I hope not, but here’s one more Gold Seal of approval supporting the truth of these numbers:  one of the collaborators was Jack Macnamara.  They list his name as being connected with Loyola University in Chicago, but that’s window dressing.  Macnamara was the lead organizer of the Contract Buyers’ League in Chicago which turned Chicago upside down around this issue in the late 60s and early 70s.

If Jack says these numbers are right, that’s enough for me.  You can put them on a picket sign and go to the bank with them!



Strong Towns:  Investing in Old, Lower-Value Neighborhoods, not More Infrastructure

New Orleans       On the sometimes lonely march to try to advance and rebuild low-and-moderate income communities, it’s always a welcome relief to stumble on fellow travelers moving on much the same pathway.  At least that’s how I felt preparing to interview Chuck Marohn for Wade’s World, the author of Strong Towns:  Bottom-Up Revolution to Rebuild American Prosperity and the president and co-founder of the nonprofit also called Strong Towns.

Marohn argues against the grain of the pro-development at any price crowd as well as the infrastructure ideologues both of which to his engineer’s mind, just don’t add up.  It resonated with me when he offered an example of the added value on every bottom line of investing that is achieved putting money into lower income neighborhoods where fixing streets, sidewalks, and simple maintenance could increase the value of a family’s home and citizen wealth from $50,000 to $55,000, a ten percent jump.  He compared this to a municipality supporting a suburban or new development of $250,000 and above homes where they had to build all of the streets and infrastructure, lay the water and sewer lines, and everything else, which would never pay back, and in thirty years would need to be replaced again.  Similarly, he knocked the fake urban incentive plans and gave an example from his town in Minnesota where they essentially gave a 25-year tax break to move a fast food operation three block, getting nothing from the move and creating abandonment and less value in the former area.  Amen and hallelujah!
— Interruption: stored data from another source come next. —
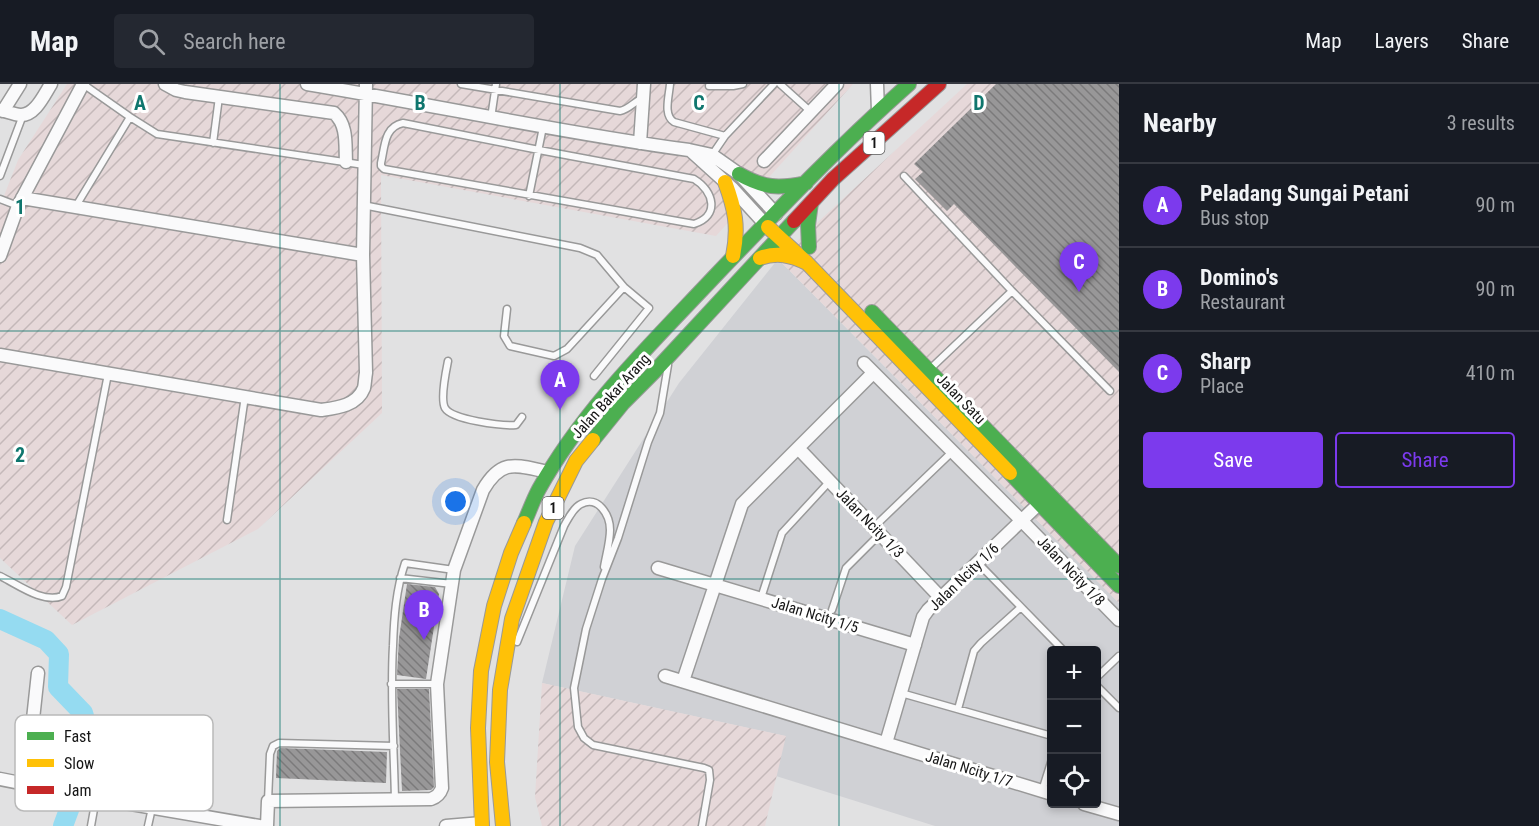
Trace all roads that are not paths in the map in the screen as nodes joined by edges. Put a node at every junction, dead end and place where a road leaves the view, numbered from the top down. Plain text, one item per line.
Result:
1 (20, 84) edge
2 (51, 84) edge
3 (83, 84) edge
4 (165, 84) edge
5 (307, 84) edge
6 (461, 84) edge
7 (644, 84) edge
8 (670, 84) edge
9 (743, 84) edge
10 (774, 84) edge
11 (780, 84) edge
12 (837, 84) edge
13 (877, 84) edge
14 (909, 84) edge
15 (939, 84) edge
16 (709, 86) dead end
17 (496, 87) edge
18 (203, 89) edge
19 (365, 89) edge
20 (219, 97) junction
21 (643, 98) junction
22 (2, 110) edge
23 (810, 111) junction
24 (878, 111) junction
25 (23, 115) junction
26 (130, 117) junction
27 (491, 118) junction
28 (543, 127) junction
29 (725, 136) junction
30 (213, 143) junction
31 (640, 143) junction
32 (538, 150) junction
33 (689, 150) junction
34 (712, 155) junction
35 (764, 161) dead end
36 (346, 162) junction
37 (364, 165) junction
38 (739, 174) junction
39 (0, 176) edge
40 (904, 176) dead end
41 (724, 182) junction
42 (806, 183) junction
43 (529, 196) junction
44 (0, 199) edge
45 (20, 202) junction
46 (811, 203) junction
47 (363, 205) junction
48 (75, 207) junction
49 (776, 214) junction
50 (765, 224) junction
51 (789, 226) junction
52 (778, 238) junction
53 (809, 247) junction
54 (363, 255) junction
55 (0, 256) edge
56 (733, 256) junction
57 (760, 258) junction
58 (807, 263) junction
59 (624, 287) junction
60 (1012, 291) junction
61 (507, 309) dead end
62 (0, 355) edge
63 (669, 355) junction
64 (448, 361) dead end
65 (864, 363) dead end
66 (873, 373) junction
67 (108, 374) junction
68 (924, 375) junction
69 (594, 376) dead end
70 (1110, 391) dead end
71 (245, 396) junction
72 (522, 417) dead end
73 (798, 448) junction
74 (952, 452) junction
75 (549, 472) junction
76 (830, 481) junction
77 (1044, 499) junction
78 (227, 520) dead end
79 (1022, 521) junction
80 (877, 530) junction
81 (978, 563) junction
82 (1119, 566) edge
83 (658, 568) dead end
84 (454, 570) junction
85 (0, 576) edge
86 (400, 578) junction
87 (602, 579) junction
88 (452, 584) junction
89 (715, 585) junction
90 (1119, 585) edge
91 (941, 598) junction
92 (761, 599) junction
93 (1021, 607) junction
94 (832, 610) dead end
95 (1119, 621) edge
96 (915, 645) junction
97 (1058, 646) edge
98 (1119, 656) edge
99 (38, 673) dead end
100 (1101, 673) edge
101 (665, 676) dead end
102 (682, 681) junction
103 (391, 684) junction
104 (437, 684) junction
105 (500, 690) junction
106 (1101, 690) edge
107 (901, 693) junction
108 (1119, 708) edge
109 (958, 709) junction
110 (33, 715) edge
111 (1047, 735) edge
112 (886, 743) junction
113 (394, 747) junction
114 (0, 779) edge
115 (15, 782) edge
116 (1047, 792) edge
117 (268, 801) junction
118 (395, 801) junction
119 (1098, 808) edge
120 (91, 811) edge
121 (151, 811) edge
122 (169, 811) edge
123 (1119, 814) edge
124 (482, 824) edge
125 (92, 826) edge
126 (148, 826) edge
127 (253, 826) edge
128 (267, 826) edge
129 (446, 826) edge
130 (503, 826) edge
131 (702, 826) edge

1 - 22 street
2 - 25 street
3 - 26 lane
3 - 45 street
4 - 18 street
5 - 19 street
6 - 17 lane
7 - 21 street
8 - 29 lane
9 - 16 lane
10 - 29 lane
11 - 23 lane
12 - 23 street
13 - 24 street
14 - 24 main road, Jalan Bakar Arang / 1
15 - 46 main road, Jalan Bakar Arang / 1
17 - 21 lane
17 - 27 lane
18 - 20 street
19 - 27 street
19 - 37 street
20 - 30 lane
20 - 36 street
21 - 31 street
22 - 25 street
23 - 35 street
24 - 42 main road, Jalan Bakar Arang / 1
25 - 39 lane
26 - 30 lane
26 - 48 lane
27 - 28 street
28 - 31 street
28 - 32 lane
29 - 34 lane
30 - 36 lane
31 - 33 street
32 - 43 lane
32 - 43 lane
32 - 43 lane
33 - 34 street
33 - 41 street
34 - 38 street
36 - 37 lane
37 - 47 street
38 - 42 main road
38 - 49 street
40 - 60 lane
41 - 50 street
41 - 56 main road
42 - 49 main road, Jalan Bakar Arang / 1
44 - 45 lane
45 - 48 street
45 - 55 street
46 - 51 main road, Jalan Bakar Arang / 1
46 - 53 main road
47 - 54 street
47 - 59 lane
48 - 54 street
49 - 50 main road, Jalan Bakar Arang / 1
49 - 51 main road, Jalan Satu
50 - 52 main road, Jalan Satu
50 - 56 main road, Jalan Bakar Arang / 1
51 - 52 main road, Jalan Bakar Arang / 1
51 - 53 main road, Jalan Satu
52 - 57 main road, Jalan Bakar Arang / 1
52 - 58 main road, Jalan Satu
53 - 68 main road, Jalan Satu
54 - 71 street
56 - 75 main road, Jalan Bakar Arang / 1
57 - 58 main road
57 - 63 main road, Jalan Bakar Arang / 1
58 - 68 main road, Jalan Satu
59 - 61 lane
59 - 69 lane
60 - 68 lane
60 - 70 lane
62 - 67 street
63 - 87 lane
63 - 105 main road, Jalan Bakar Arang / 1
64 - 72 lane
65 - 66 street, Jalan Ncity 1/8
66 - 73 street
66 - 74 street, Jalan Ncity 1/8
67 - 71 street
67 - 85 lane
68 - 77 main road, Jalan Satu
71 - 78 lane
73 - 76 street, Jalan Ncity 1/3
73 - 89 street
74 - 79 street, Jalan Ncity 1/8
74 - 80 lane
75 - 84 street
75 - 124 main road, Jalan Bakar Arang / 1
76 - 80 street, Jalan Ncity 1/3
76 - 92 lane
77 - 79 street, Jalan Ncity 1/6
77 - 82 main road, Jalan Satu
77 - 90 main road, Jalan Satu
79 - 81 street, Jalan Ncity 1/6
79 - 95 street, Jalan Ncity 1/8
80 - 91 street, Jalan Ncity 1/3
80 - 94 lane
81 - 91 street, Jalan Ncity 1/6
81 - 93 lane
83 - 89 street, Jalan Ncity 1/5
84 - 86 lane
84 - 88 street
86 - 88 lane
86 - 103 lane
87 - 105 lane
87 - 131 lane
88 - 104 street
89 - 92 street, Jalan Ncity 1/5
89 - 102 street
91 - 96 street, Jalan Ncity 1/6
92 - 96 street, Jalan Ncity 1/5
93 - 97 lane
93 - 109 lane
96 - 107 street, Jalan Ncity 1/6
98 - 100 lane
99 - 110 street
101 - 102 street, Jalan Ncity 1/7
102 - 112 street, Jalan Ncity 1/7
103 - 104 lane
103 - 113 lane
104 - 118 street
105 - 130 main road, Jalan Bakar Arang / 1
106 - 108 lane
107 - 109 lane
107 - 112 street, Jalan Ncity 1/6
109 - 111 lane
112 - 116 street, Jalan Ncity 1/7
113 - 117 lane
113 - 118 lane
114 - 115 street
117 - 118 street
117 - 128 street
119 - 123 street
120 - 125 lane
121 - 126 lane
122 - 127 street
124 - 129 street

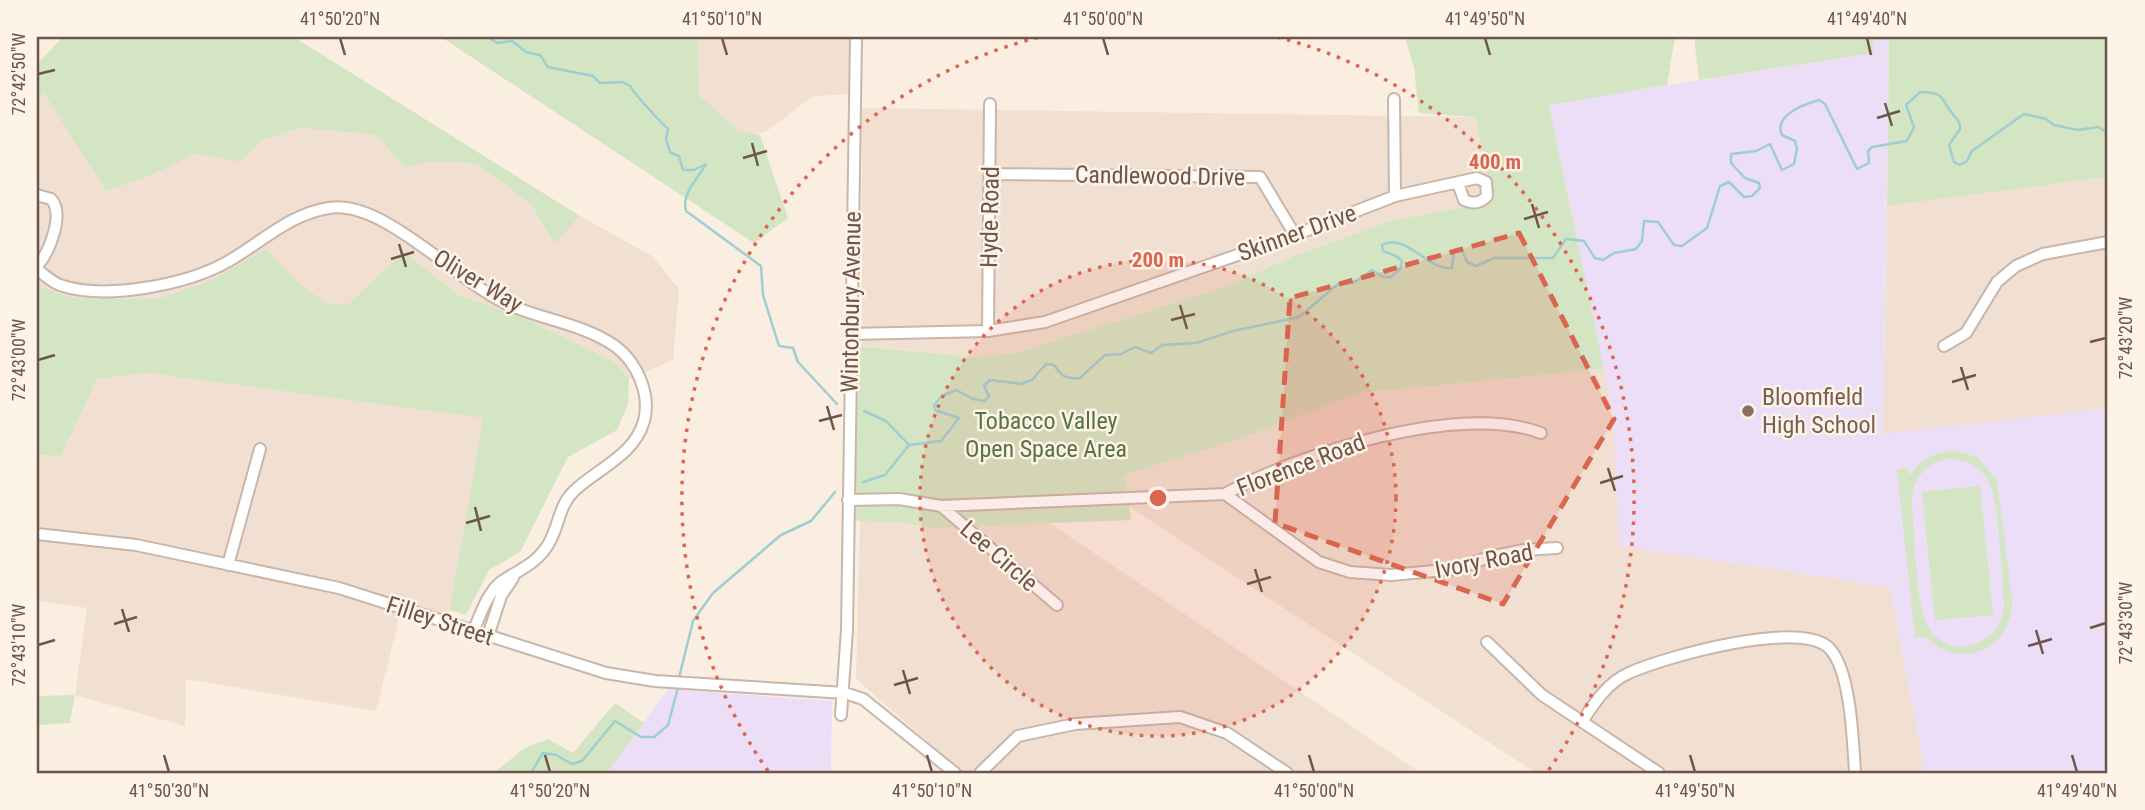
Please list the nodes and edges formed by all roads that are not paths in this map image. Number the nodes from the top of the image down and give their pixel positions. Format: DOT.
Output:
graph roads {
  1 [pos="856,37"];
  2 [pos="1394,99"];
  3 [pos="990,104"];
  4 [pos="991,174"];
  5 [pos="1458,183"];
  6 [pos="37,195"];
  7 [pos="1395,197"];
  8 [pos="1295,235"];
  9 [pos="2108,242"];
  10 [pos="37,268"];
  11 [pos="988,331"];
  12 [pos="850,334"];
  13 [pos="1944,346"];
  14 [pos="1541,433"];
  15 [pos="260,449"];
  16 [pos="1225,494"];
  17 [pos="848,500"];
  18 [pos="941,506"];
  19 [pos="37,534"];
  20 [pos="1557,548"];
  21 [pos="228,565"];
  22 [pos="515,575"];
  23 [pos="1057,605"];
  24 [pos="473,632"];
  25 [pos="488,636"];
  26 [pos="1486,642"];
  27 [pos="845,693"];
  28 [pos="841,715"];
  29 [pos="1582,722"];
  30 [pos="955,773"];
  31 [pos="980,773"];
  32 [pos="1287,773"];
  33 [pos="1659,773"];
  34 [pos="1855,773"];
  1 -- 12 [label="street, Wintonbury Avenue"];
  2 -- 7 [label="street"];
  3 -- 4 [label="street, Hyde Road"];
  4 -- 8 [label="street, Candlewood Drive"];
  4 -- 11 [label="street, Hyde Road"];
  5 -- 7 [label="street, Skinner Drive"];
  6 -- 10 [label="street, Oliver Way"];
  7 -- 8 [label="street, Skinner Drive"];
  8 -- 11 [label="street, Skinner Drive"];
  9 -- 13 [label="street"];
  10 -- 22 [label="street, Oliver Way"];
  11 -- 12 [label="street, Skinner Drive"];
  12 -- 17 [label="street, Wintonbury Avenue"];
  14 -- 16 [label="street, Florence Road"];
  15 -- 21 [label="street"];
  16 -- 18 [label="street, Florence Road"];
  16 -- 20 [label="street, Ivory Road"];
  17 -- 18 [label="street, Florence Road"];
  17 -- 27 [label="street, Wintonbury Avenue"];
  18 -- 23 [label="street, Lee Circle"];
  19 -- 21 [label="street, Filley Street"];
  21 -- 24 [label="street, Filley Street"];
  22 -- 24 [label="street, Oliver Way"];
  22 -- 25 [label="street, Oliver Way"];
  24 -- 25 [label="street, Filley Street"];
  25 -- 27 [label="street, Filley Street"];
  26 -- 29 [label="street"];
  27 -- 28 [label="street, Wintonbury Avenue"];
  27 -- 30 [label="street"];
  29 -- 33 [label="street"];
  29 -- 34 [label="street"];
  31 -- 32 [label="street"];
}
When it comes to roads and other big infrastructure projects, he states flatly that we could not build or expand another highway for decades and still have more road capacity than we need.  I thought of ACORN’s fight against the intercity expressway in Little Rock, then the Wilbur Mills and now the I-630, and a number of similar highway projects, including recent proposals in New Orleans 9th ward, and wished we had had him with us when we needed him then.  Our endless fights against the expansion of the Industrial Canal in New Orleans are another example, but they are endless.

Part of Marohn’s argument is that the so-called cost-benefit claims of many of these projects are fake-math as I called it, and that he called almost too kind.  The way bond markets, Wall Street, and the feds have hornswoggled cities and towns is their successful lobbying of accounting standards that makes water lines and miles of roads “assets,” as if they were producing income and revenue for a city, rather than depreciating liabilities that require constant maintenance and replacement without an income stream that supports the cost. An investment in a block of residential houses that produces more tax revenues on the other hand is usually recorded as a liability, despite the change in value.  Similarly, Marhon made a devastating argument that the math behind loss work time because of traffic and job creation through construction which are used to support highway development are totally specious, because there is no relationship to the saved minute on a commute necessarily creating addition income at all, much less for the various levels of government paying the bill.

You get the message, Strong Towns, organization and book, are worth a good luck, forcing these arguments into the public policy and budgetary debates around the country.  Recently, a real estate developer was elected as the new mayor of Nashville on campaign promises to end business incentives and to slow down or manage growth better for existing citizens.   Maybe change is coming?  If we can redirect this energy and dollars from the shiny new things to rehab and restoration of our existing neighborhoods and facilities, we will have a win for all of us.